START DATA FOR THE TASK

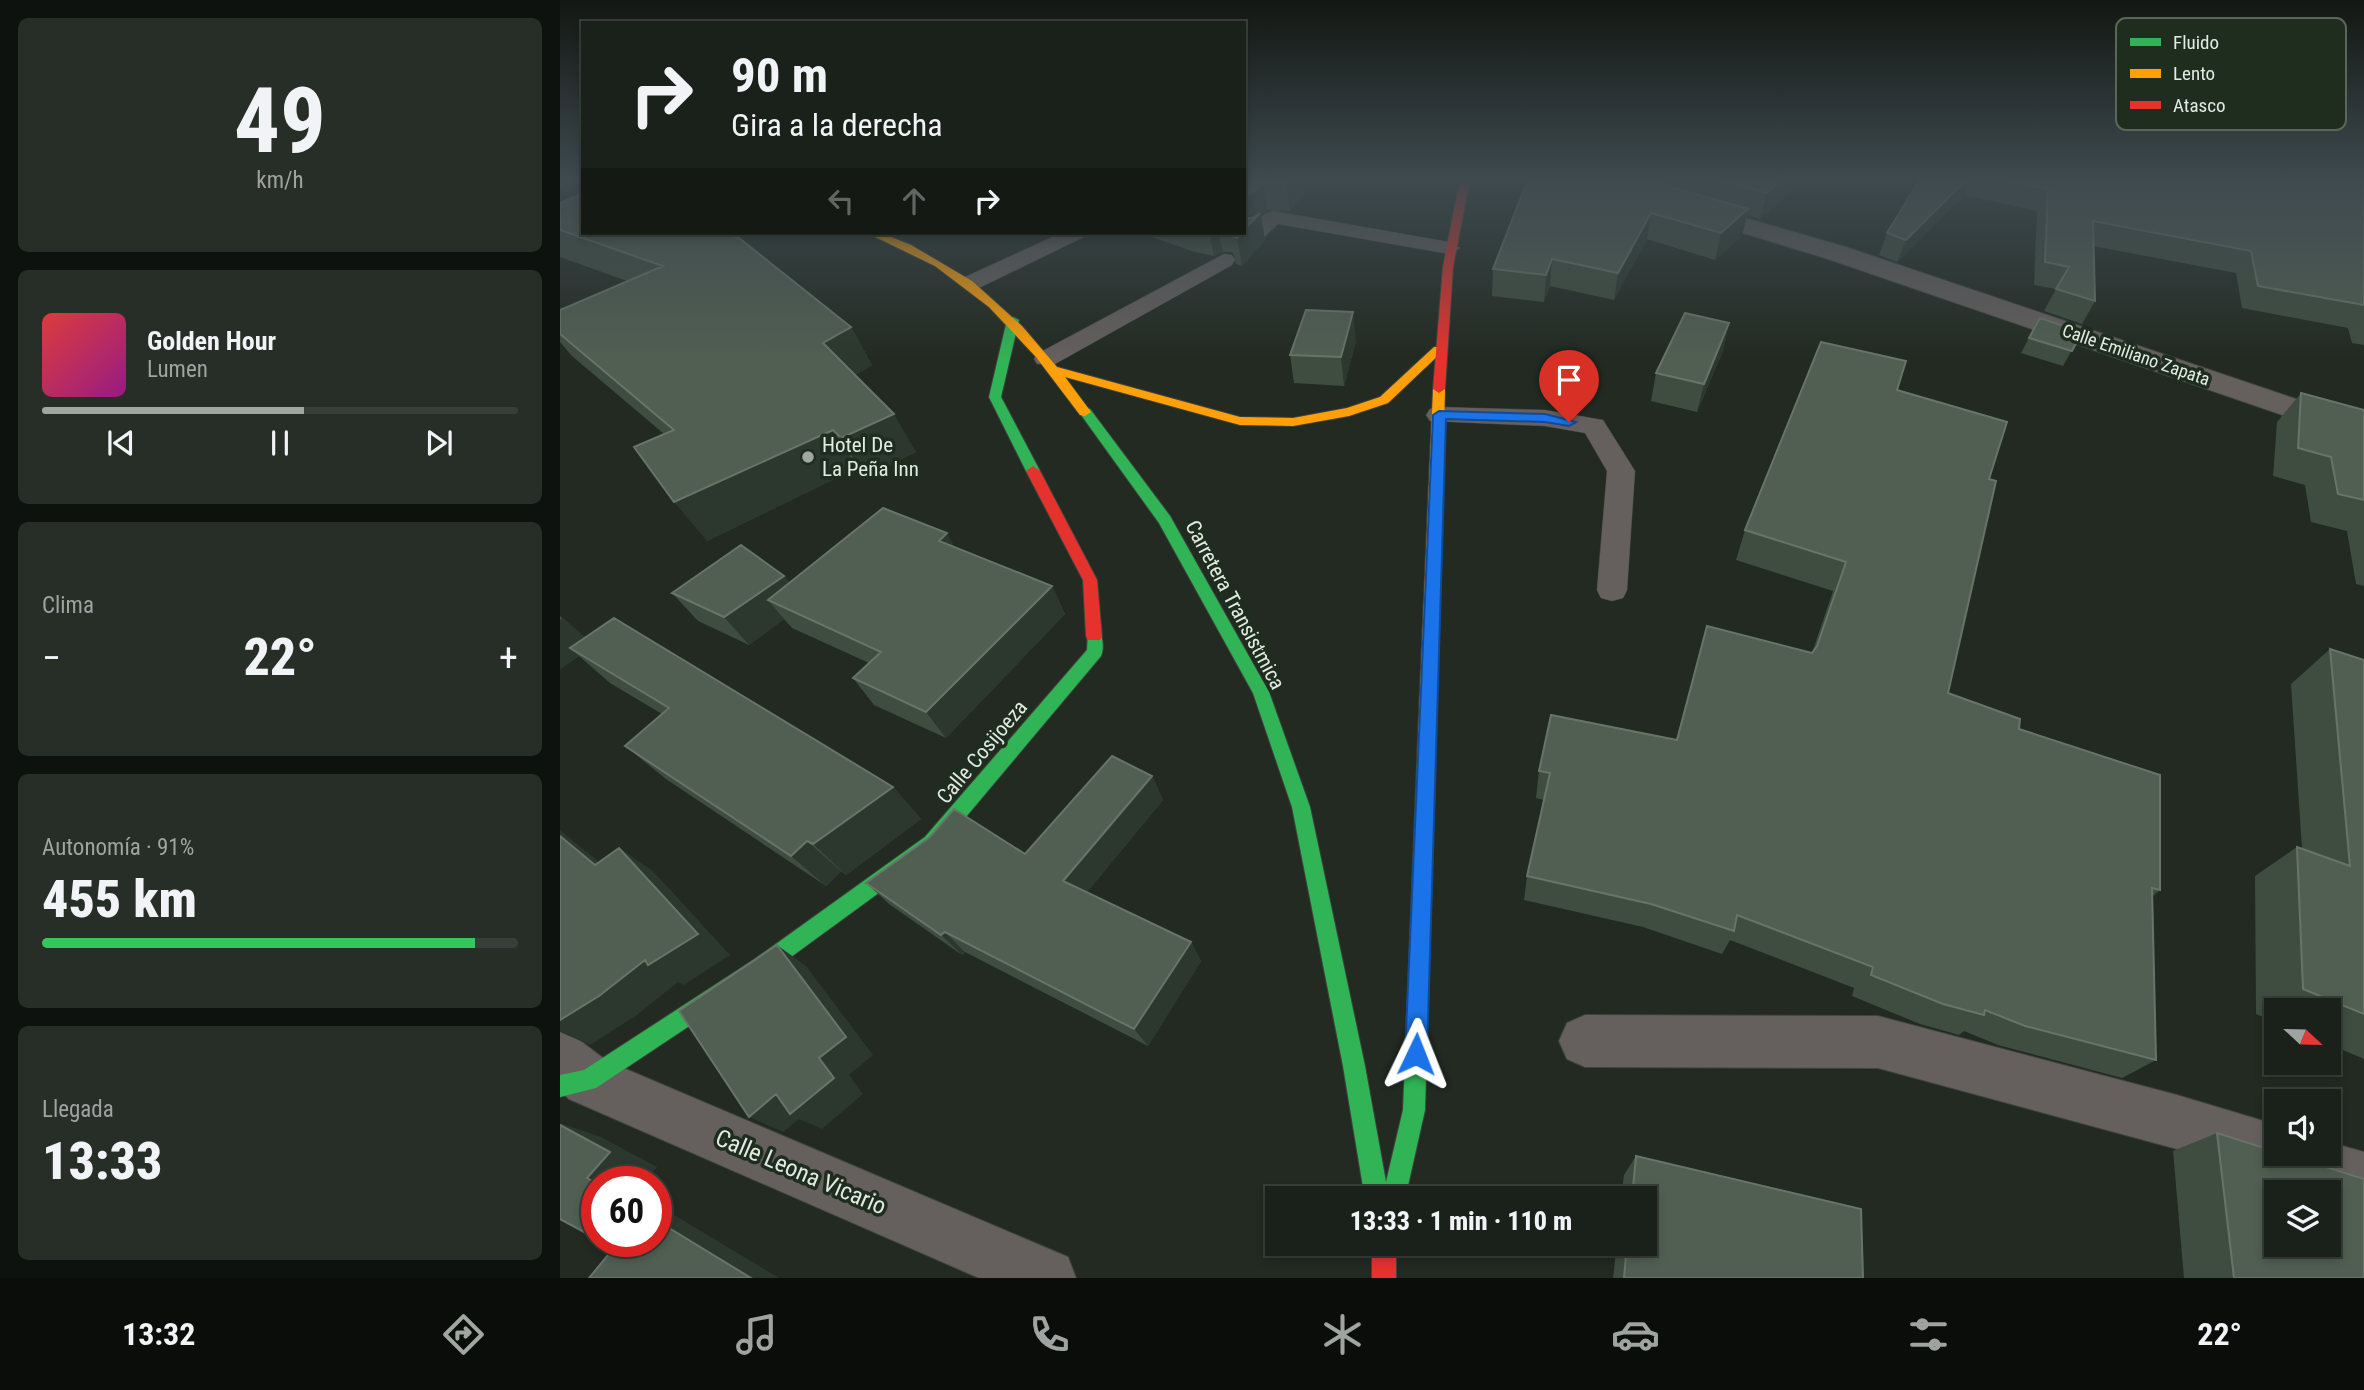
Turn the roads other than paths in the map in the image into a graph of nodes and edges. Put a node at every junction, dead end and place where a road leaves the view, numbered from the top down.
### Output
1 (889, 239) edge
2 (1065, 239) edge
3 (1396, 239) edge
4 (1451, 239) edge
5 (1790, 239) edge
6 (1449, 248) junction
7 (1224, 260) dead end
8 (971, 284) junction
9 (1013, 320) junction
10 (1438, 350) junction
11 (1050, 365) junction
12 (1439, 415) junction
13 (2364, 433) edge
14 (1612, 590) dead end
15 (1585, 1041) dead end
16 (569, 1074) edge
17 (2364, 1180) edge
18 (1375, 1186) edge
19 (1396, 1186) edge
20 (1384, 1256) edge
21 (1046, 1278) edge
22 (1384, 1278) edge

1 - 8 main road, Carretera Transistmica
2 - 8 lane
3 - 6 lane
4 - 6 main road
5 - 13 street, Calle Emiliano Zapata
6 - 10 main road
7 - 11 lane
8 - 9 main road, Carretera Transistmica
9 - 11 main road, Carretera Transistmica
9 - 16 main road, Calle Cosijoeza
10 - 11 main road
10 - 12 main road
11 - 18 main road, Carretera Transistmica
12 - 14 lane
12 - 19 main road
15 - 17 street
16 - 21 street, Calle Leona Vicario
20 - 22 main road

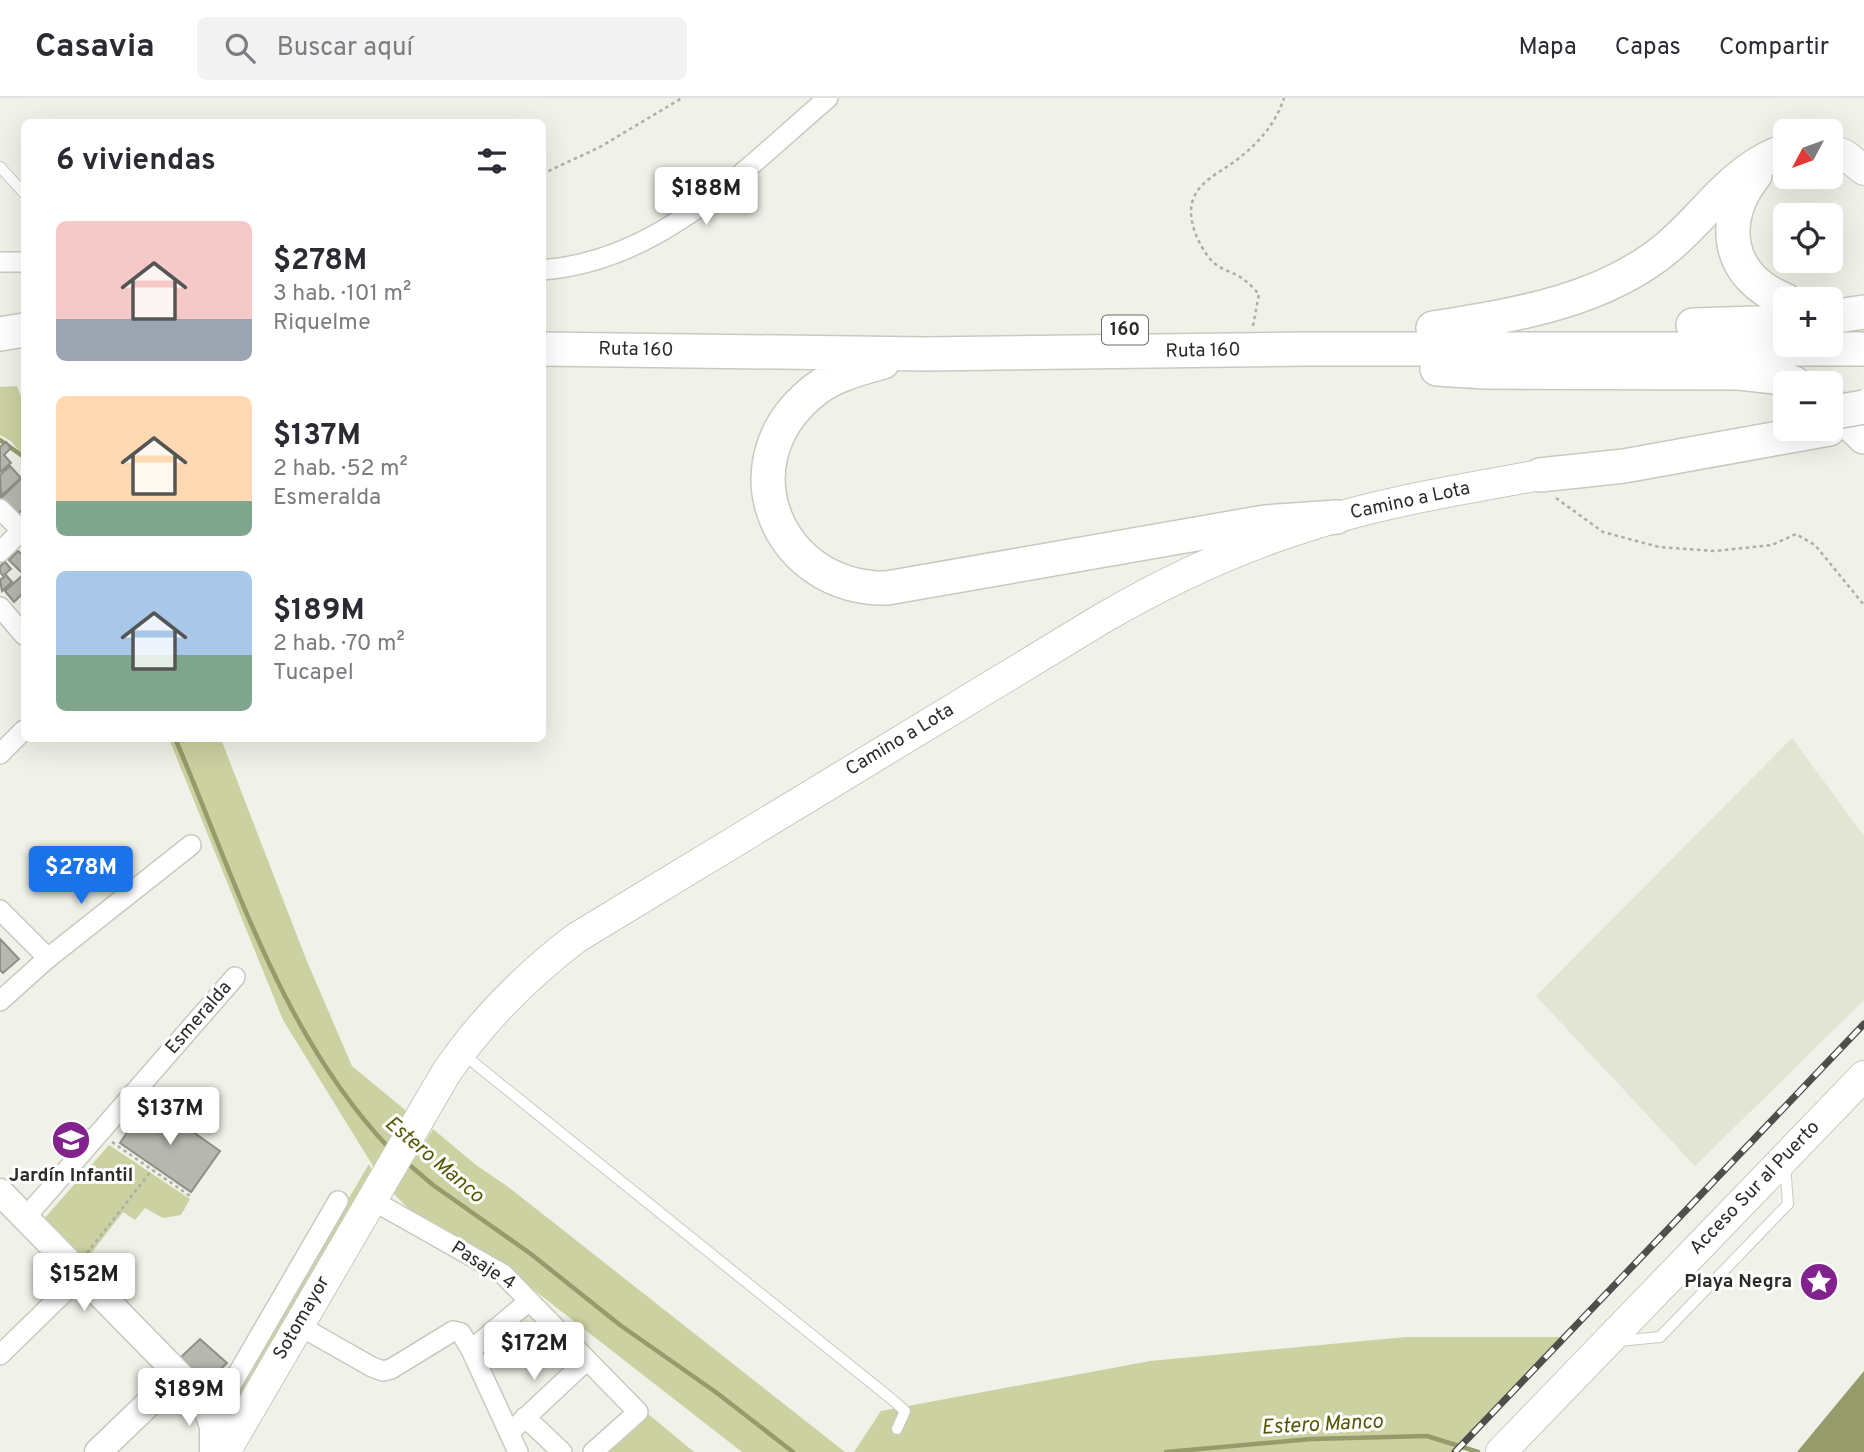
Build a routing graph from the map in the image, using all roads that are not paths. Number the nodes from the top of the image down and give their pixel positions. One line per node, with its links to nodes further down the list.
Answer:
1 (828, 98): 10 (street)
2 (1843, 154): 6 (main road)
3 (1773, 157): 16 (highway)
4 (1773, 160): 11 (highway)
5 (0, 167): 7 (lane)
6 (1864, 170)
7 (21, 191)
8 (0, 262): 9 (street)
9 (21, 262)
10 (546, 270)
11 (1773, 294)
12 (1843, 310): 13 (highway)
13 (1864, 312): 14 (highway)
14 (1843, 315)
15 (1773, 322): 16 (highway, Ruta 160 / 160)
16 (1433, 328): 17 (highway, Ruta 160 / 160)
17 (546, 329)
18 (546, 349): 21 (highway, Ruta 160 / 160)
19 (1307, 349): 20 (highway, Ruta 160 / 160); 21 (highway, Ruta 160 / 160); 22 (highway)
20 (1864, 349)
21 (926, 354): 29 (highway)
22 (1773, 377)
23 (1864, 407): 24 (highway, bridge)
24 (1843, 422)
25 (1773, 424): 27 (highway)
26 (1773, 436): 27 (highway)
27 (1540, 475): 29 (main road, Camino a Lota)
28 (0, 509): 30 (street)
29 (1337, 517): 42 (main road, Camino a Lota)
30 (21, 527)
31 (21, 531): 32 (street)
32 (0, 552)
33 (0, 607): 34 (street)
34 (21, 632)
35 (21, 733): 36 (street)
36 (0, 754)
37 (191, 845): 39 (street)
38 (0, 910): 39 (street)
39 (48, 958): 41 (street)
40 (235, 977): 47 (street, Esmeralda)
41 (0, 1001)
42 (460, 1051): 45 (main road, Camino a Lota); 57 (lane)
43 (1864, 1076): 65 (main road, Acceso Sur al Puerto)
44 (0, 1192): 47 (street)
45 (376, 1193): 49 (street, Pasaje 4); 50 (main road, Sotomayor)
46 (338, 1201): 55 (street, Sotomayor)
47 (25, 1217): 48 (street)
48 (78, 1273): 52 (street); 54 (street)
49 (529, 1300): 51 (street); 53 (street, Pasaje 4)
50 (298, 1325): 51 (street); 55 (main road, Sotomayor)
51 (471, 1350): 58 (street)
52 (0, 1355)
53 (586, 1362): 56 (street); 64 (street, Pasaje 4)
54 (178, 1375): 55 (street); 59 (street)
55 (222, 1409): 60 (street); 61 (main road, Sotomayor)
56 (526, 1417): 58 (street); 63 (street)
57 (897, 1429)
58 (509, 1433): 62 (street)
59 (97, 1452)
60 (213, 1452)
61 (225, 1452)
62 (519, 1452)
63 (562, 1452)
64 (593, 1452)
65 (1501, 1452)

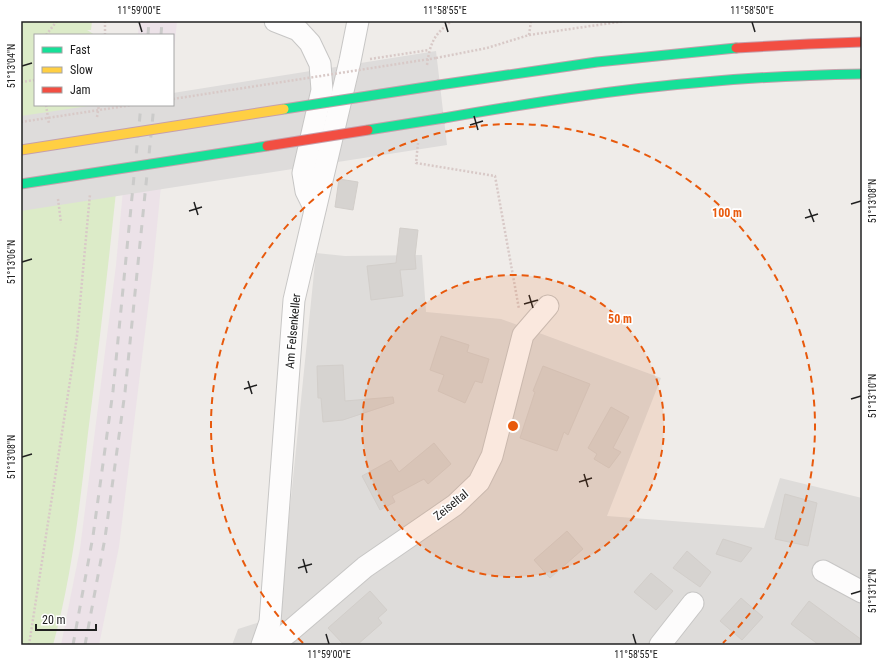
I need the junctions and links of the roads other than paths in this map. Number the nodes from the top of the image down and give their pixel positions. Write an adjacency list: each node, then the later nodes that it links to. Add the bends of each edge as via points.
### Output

END DATA FOR THE TASK

▶ EXERCISE REQUIREMENTS
For the string "that", return every line of the data where it appears.

▶ YOUR RESPONSE
Build a routing graph from the map in the image, using all roads that are not paths. Number the nodes from the top of the image down and give their pixel positions. One line per node, with its links to nodes further down the list.
I need the junctions and links of the roads other than paths in this map. Number the nodes from the top of the image down and give their pixel positions. Write an adjacency list: each node, then the later nodes that it links to. Add the bends of each edge as via points.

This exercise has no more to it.